Customer JourneyWhen we say “360-degree integration,” we mean integrating the people, processes and technology involved in customer communications all the way around the entire customer life cycle. Most customer journeys are going to cross multiple touchpoints, and therefore multiple departments and myriad technologies. There’s a certain amount of integration required to simply deliver content across all the different channels, particularly if you want your customer-facing communication to look, sound and feel like it’s all coming from a single entity (and you do).

The Need for a 360-Degree Integration

But it goes beyond that. The study we commissioned through Forrester Consulting shows us that businesses want tools that will help them manage and report on customer-facing communications – including marketing and service-related communications – throughout the customer journey. Having this 360-degree view would empower organizational decision-making and allocation of resources so that customer experience (CX) can be more balanced and consistent at every touchpoint. 
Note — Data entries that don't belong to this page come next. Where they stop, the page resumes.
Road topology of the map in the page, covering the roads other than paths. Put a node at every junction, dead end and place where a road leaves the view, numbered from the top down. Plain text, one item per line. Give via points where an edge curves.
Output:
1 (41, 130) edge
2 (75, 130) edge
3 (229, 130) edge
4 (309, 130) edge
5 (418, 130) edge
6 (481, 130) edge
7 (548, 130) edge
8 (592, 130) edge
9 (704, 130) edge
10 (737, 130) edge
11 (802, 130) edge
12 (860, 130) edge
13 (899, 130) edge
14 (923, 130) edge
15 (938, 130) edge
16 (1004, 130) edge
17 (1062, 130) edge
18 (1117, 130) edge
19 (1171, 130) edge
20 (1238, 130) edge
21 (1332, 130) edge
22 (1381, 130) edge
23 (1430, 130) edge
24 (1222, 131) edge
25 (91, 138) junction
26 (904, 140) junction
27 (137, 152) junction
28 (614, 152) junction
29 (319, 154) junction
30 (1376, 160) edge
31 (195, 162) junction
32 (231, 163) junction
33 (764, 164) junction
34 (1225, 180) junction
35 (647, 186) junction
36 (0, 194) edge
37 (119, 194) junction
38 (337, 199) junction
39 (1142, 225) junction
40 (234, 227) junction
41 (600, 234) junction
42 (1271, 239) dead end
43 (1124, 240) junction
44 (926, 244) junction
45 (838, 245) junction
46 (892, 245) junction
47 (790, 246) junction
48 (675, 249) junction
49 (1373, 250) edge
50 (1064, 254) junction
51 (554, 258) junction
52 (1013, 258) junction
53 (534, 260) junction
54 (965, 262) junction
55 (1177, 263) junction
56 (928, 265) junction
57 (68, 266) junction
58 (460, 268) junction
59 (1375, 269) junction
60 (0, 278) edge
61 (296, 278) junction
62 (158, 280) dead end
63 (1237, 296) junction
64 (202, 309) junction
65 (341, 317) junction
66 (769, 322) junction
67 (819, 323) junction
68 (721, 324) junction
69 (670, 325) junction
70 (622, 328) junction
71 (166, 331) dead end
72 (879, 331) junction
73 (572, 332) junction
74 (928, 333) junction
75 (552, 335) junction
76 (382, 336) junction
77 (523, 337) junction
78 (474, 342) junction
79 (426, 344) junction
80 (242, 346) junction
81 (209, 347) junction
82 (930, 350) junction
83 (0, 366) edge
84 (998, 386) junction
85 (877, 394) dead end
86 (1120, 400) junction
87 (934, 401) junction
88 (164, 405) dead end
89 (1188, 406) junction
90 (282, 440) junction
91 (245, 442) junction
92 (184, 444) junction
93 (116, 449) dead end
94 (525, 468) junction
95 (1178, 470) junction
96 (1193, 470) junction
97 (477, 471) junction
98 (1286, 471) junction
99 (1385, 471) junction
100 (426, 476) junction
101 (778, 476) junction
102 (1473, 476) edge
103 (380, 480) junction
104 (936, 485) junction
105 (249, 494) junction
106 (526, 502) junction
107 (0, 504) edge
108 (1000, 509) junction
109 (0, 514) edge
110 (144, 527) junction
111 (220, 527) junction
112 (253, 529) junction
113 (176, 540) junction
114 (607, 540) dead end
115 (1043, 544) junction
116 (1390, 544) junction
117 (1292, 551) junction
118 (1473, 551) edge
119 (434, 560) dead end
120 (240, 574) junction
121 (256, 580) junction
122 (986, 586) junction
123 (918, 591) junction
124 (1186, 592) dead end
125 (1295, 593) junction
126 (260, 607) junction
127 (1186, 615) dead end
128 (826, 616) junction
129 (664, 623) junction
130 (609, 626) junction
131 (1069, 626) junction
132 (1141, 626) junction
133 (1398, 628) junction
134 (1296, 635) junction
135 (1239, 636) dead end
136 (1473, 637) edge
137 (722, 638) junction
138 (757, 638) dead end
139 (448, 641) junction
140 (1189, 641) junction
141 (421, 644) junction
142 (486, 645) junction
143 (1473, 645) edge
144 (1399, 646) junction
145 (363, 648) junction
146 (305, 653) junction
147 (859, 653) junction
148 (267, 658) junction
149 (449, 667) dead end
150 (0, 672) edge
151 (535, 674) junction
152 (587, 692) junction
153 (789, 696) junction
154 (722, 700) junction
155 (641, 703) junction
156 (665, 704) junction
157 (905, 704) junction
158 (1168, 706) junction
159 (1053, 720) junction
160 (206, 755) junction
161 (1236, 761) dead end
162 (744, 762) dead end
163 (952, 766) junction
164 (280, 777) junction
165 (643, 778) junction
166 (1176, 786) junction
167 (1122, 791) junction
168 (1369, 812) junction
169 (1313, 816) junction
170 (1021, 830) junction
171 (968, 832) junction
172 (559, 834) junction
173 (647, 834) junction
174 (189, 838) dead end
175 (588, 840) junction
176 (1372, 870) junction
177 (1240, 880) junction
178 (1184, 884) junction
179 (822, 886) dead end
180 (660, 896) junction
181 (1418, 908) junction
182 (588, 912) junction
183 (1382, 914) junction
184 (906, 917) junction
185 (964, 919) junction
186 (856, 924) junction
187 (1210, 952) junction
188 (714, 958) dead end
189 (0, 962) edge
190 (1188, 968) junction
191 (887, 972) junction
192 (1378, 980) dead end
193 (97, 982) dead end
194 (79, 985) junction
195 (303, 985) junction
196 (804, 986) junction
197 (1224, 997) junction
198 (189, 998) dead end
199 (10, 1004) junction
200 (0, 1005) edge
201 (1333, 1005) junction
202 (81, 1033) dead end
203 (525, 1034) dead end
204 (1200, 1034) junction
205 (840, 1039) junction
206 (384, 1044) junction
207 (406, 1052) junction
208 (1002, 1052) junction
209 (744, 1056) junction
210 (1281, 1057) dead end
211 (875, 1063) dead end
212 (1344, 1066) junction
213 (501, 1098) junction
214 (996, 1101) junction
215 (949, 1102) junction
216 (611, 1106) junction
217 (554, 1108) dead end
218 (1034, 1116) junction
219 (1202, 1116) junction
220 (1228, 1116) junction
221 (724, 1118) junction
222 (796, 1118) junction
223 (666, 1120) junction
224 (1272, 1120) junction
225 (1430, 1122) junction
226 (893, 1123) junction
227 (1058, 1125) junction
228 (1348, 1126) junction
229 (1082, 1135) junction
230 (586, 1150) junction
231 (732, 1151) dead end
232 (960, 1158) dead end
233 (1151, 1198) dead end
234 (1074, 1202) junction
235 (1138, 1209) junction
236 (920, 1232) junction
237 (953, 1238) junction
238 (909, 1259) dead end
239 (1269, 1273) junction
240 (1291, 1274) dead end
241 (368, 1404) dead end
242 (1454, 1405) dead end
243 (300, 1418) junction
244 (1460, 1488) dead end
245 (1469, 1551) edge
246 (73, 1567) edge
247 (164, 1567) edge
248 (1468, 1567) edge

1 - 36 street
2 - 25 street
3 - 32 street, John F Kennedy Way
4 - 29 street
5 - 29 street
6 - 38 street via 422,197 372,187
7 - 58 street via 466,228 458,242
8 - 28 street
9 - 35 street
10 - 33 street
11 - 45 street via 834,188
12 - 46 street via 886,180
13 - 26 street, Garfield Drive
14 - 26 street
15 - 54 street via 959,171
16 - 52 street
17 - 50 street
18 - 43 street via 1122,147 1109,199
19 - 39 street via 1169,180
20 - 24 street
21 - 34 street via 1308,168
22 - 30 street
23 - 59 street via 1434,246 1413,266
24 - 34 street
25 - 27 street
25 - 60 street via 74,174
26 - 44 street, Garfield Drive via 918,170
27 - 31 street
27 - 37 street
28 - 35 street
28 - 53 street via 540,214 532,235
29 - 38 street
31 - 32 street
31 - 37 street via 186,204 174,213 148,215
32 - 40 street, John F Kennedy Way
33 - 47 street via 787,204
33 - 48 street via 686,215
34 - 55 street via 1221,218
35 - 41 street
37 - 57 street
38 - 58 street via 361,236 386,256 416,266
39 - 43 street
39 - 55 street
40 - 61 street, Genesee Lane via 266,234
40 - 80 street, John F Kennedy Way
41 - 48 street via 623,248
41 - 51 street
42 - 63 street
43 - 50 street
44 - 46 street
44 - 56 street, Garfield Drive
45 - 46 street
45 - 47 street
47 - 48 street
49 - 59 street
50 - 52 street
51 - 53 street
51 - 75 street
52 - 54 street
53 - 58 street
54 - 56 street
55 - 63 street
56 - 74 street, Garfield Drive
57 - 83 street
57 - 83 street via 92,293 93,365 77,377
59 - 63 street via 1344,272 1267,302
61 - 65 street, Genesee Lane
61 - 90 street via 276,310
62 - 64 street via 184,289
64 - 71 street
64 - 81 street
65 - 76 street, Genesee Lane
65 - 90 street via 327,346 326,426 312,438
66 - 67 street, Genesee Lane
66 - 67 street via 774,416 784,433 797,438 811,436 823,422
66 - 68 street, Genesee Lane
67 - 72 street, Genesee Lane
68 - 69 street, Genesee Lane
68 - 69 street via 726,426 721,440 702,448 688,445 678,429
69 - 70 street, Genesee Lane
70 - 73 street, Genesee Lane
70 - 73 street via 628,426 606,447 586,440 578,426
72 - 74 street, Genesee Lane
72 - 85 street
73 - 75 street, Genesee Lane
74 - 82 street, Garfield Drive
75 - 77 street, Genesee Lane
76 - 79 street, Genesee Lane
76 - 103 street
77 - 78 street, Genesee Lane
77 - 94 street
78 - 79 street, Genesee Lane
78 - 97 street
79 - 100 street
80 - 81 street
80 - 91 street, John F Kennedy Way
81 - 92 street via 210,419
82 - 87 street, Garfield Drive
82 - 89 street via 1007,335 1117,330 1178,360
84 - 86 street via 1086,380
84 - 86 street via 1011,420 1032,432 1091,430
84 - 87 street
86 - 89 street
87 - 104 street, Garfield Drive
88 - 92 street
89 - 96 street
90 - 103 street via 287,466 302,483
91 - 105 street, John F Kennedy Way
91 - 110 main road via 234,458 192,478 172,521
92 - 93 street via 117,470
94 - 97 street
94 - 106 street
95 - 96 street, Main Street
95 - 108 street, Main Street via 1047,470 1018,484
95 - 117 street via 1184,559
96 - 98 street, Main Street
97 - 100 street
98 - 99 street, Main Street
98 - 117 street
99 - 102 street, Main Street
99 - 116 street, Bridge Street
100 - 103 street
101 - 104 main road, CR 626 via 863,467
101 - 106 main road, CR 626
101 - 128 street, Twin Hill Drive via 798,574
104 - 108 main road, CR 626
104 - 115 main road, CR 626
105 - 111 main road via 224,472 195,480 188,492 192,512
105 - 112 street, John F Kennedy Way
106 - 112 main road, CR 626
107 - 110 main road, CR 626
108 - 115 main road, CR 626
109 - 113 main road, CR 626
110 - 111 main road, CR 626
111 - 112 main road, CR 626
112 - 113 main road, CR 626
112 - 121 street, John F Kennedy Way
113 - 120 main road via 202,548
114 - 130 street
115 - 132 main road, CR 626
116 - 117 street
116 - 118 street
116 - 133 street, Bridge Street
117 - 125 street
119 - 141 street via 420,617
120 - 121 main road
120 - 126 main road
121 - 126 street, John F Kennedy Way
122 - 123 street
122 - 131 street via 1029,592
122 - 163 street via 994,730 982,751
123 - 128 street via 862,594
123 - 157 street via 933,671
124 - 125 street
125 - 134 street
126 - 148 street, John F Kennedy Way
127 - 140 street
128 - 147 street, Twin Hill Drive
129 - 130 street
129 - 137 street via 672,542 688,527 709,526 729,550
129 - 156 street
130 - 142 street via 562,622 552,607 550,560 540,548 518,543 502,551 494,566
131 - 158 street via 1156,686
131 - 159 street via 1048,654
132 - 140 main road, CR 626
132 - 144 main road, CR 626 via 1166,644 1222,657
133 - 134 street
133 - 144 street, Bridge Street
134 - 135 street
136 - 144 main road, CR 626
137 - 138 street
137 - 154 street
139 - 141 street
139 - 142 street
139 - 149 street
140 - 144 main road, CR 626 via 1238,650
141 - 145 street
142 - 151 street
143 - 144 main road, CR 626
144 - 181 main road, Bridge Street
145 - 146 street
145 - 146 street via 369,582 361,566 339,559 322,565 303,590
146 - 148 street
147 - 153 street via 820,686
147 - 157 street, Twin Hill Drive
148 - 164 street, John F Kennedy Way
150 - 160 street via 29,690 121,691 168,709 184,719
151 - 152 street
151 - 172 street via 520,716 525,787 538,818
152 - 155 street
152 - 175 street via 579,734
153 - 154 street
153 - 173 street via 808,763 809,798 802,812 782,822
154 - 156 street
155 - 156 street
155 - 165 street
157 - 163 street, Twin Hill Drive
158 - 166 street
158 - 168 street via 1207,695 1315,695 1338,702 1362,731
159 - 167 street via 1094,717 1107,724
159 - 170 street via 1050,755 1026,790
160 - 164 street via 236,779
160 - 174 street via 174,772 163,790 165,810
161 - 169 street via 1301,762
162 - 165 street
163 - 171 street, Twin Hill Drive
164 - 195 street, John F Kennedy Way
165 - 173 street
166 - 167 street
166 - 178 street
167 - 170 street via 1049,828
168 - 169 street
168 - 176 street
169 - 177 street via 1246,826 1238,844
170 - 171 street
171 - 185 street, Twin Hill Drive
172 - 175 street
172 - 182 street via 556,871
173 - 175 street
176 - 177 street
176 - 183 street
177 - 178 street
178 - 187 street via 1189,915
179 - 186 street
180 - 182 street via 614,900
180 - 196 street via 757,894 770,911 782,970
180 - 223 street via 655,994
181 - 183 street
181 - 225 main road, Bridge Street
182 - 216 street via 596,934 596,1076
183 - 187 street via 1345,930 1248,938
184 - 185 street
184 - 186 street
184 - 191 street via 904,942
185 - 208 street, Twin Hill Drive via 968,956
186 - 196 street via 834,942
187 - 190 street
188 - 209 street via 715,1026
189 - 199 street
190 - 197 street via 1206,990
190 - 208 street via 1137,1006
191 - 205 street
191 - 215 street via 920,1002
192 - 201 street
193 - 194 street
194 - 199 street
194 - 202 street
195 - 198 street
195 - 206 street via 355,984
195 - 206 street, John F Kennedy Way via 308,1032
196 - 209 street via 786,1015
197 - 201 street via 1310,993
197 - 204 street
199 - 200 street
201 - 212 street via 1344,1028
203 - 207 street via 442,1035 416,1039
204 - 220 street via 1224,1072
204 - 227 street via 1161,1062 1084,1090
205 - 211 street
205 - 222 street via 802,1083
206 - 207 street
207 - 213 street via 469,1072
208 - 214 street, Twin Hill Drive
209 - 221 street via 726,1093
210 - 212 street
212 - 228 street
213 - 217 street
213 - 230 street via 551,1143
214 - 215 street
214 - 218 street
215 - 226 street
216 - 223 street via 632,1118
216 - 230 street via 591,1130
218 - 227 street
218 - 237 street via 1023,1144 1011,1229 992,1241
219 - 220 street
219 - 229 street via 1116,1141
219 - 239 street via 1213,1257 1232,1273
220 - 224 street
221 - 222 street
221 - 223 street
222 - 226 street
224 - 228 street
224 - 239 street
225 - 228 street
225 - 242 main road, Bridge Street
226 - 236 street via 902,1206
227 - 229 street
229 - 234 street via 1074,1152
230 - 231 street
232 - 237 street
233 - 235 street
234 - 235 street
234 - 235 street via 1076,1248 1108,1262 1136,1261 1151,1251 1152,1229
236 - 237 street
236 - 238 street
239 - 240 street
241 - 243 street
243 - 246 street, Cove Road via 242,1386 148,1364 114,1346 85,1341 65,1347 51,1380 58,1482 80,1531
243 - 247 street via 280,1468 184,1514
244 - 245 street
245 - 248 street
The Common Element Is Data

At each touchpoint around the customer life cycle, companies collect data from interactions with potential and existing customers. The kind of data collected, along with how it’s used and stored, varies by each department’s business goals – we’ll go into that more later – but it’s all just data! There is no reason why different content management (i.e., composition/development and delivery) systems shouldn’t be able to draw upon each other’s data sets for better automation and personalization capabilities. And yet, in most enterprises today, data resides in multiple siloed, proprietary systems that don’t talk to each other, ranging all the way from legacy mainframes to the latest applications in the Cloud.

Disparate and disconnected data means that we’re too often repeating our own efforts and/or missing out on insights that other parts of our own organizations are gathering. Such redundancy wastes both technological and human resources. 360-degree data integration would reduce such waste and allow for both bottom-up measurement and top-down analysis.

What’s Needed for 360-Degree Integration

What we need for 360-degree integration are customer communications management (CCM) systems and digital experience delivery (DXD) platforms that are open enough to allow other systems within the organization to reach in and draw from interaction data gathered at different touchpoints. This in turn means we need APIs that can collect data from different sources, map it against other data, and consolidate it for other purposes. And finally, we need tools that will allow us to draw all this data together to assess the quality of the interactions as a whole so we can build a picture of overall CX and draw connections from touchpoints and journeys to revenue and expenses.

Don’t Let Your Customers “Disappear”

Once a customer moves to a different touchpoint and another part of the organization, can your disconnected departments and their different technologies “see” those customers anymore, or do they “disappear”? Do customers essentially have to start all over again with you when they change channels or move into a new stage of their journey with you? Is there a way to see all their interactions with your brand, all in one place? Can you generate a report that shows a customer’s complete journey with you, across all channels and touchpoints over time? Since the tools don’t exist to do that effectively at this point, your answer is probably, “No.” But wouldn’t it be nice? We certainly think so! So we’re working on a solution to bridge those gaps.

As we’ve established, customers get unhappy very quickly if they have to navigate a confusing IVR system or web site, repeating their background and questions over and over again to people throughout an organization while searching for the department or individual who has the answer they’re seeking. Remember, remove barriers for customers and always, always make their interactions with you easy and efficient so they have positive emotions in response. Integration of your people, processes and technology removes barriers and increases customer satisfaction, loyalty and positive word of mouth. Without it, your customers will certainly disappear by leaving you for one of your competitors with a fully integrated customer experience.